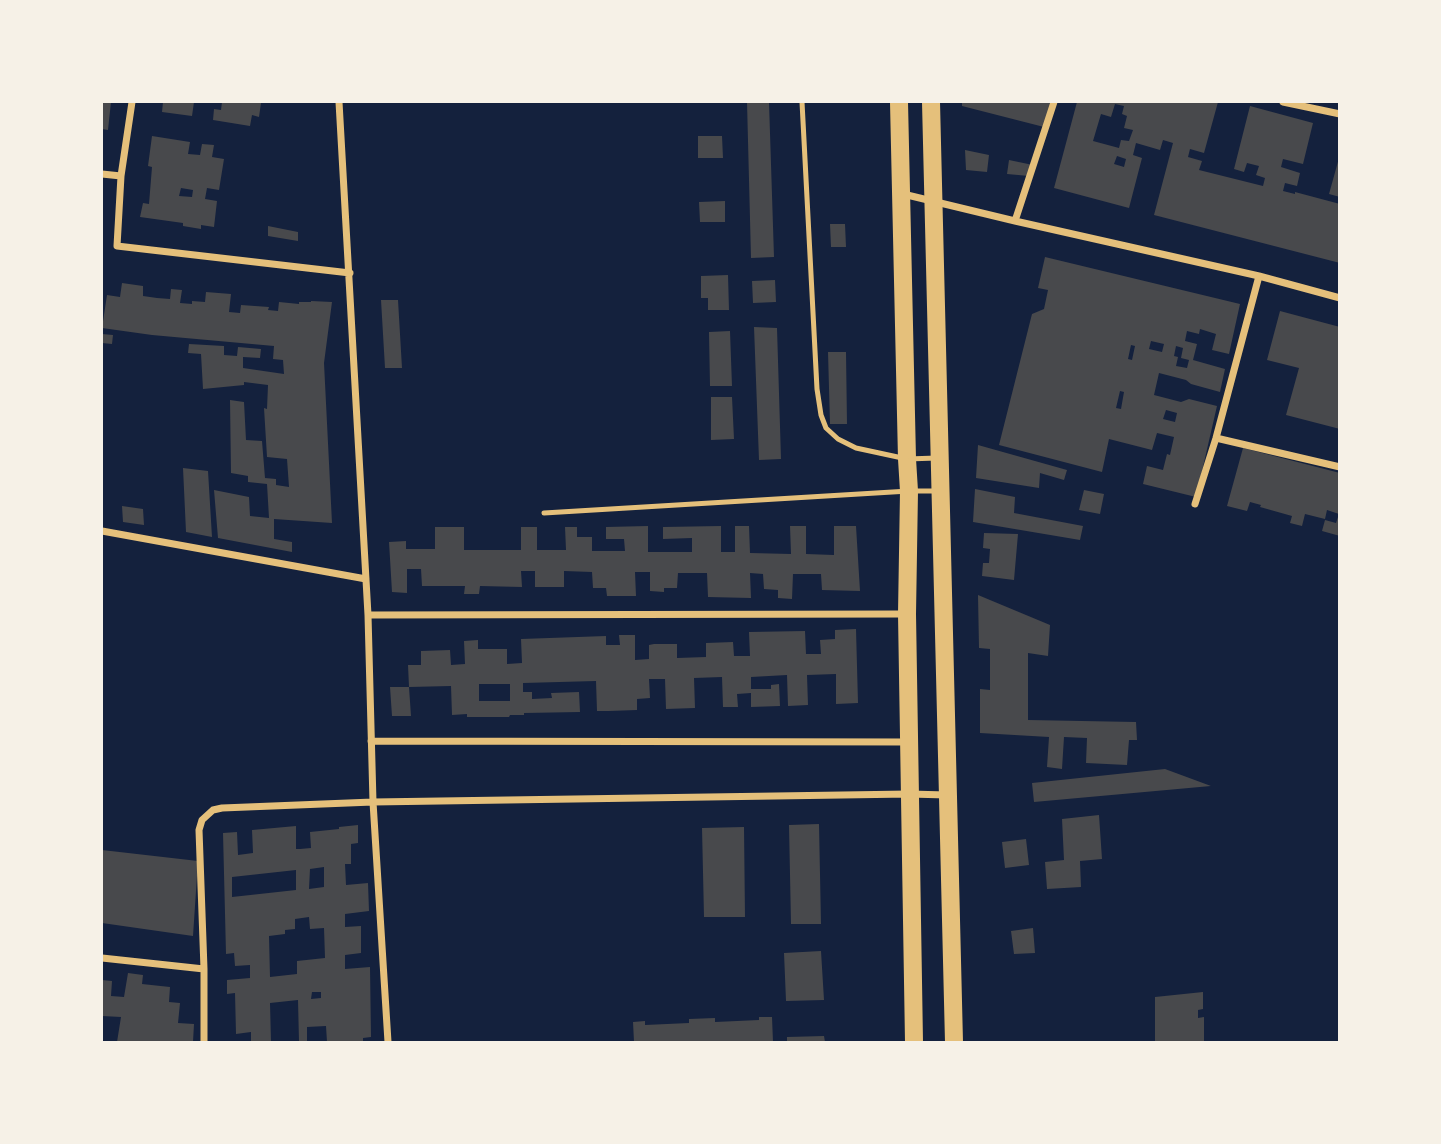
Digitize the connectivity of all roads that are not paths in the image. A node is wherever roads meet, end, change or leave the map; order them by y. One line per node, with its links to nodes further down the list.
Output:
...
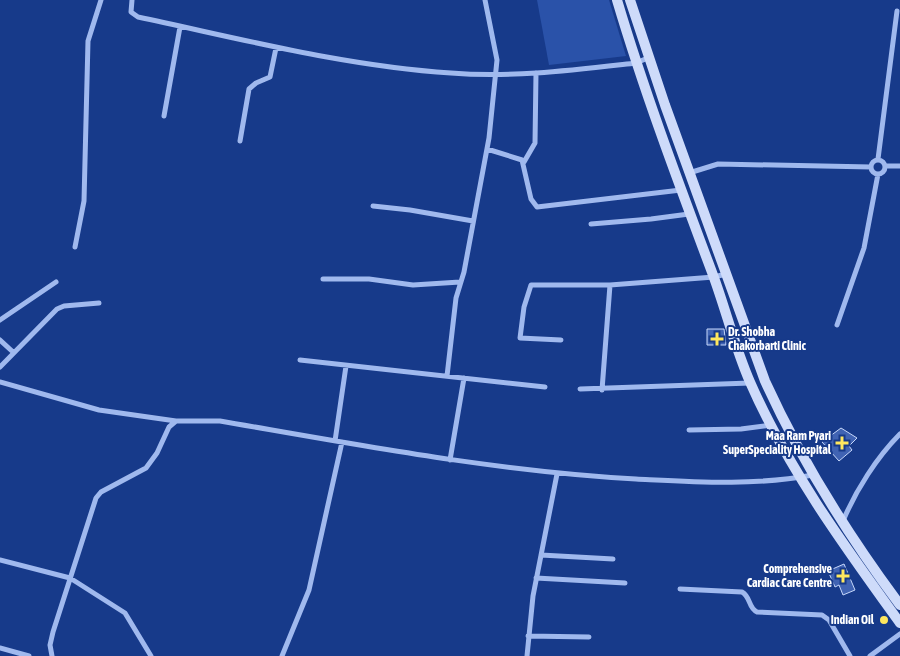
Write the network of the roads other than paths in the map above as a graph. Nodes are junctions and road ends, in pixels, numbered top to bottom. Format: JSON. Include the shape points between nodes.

▶ [Work to complete] Gather up, from the records above, each line where the word "paths" appears.

▶ [Output of the task]
Digitize the connectivity of all roads that are not paths in the image. A node is wherever roads meet, end, change or leave the map; order them by y. One line per node, with its links to nodes further down the list.
Write the network of the roads other than paths in the map above as a graph. Nodes are junctions and road ends, in pixels, numbered top to bottom. Format: JSON. Include the shape points between nodes.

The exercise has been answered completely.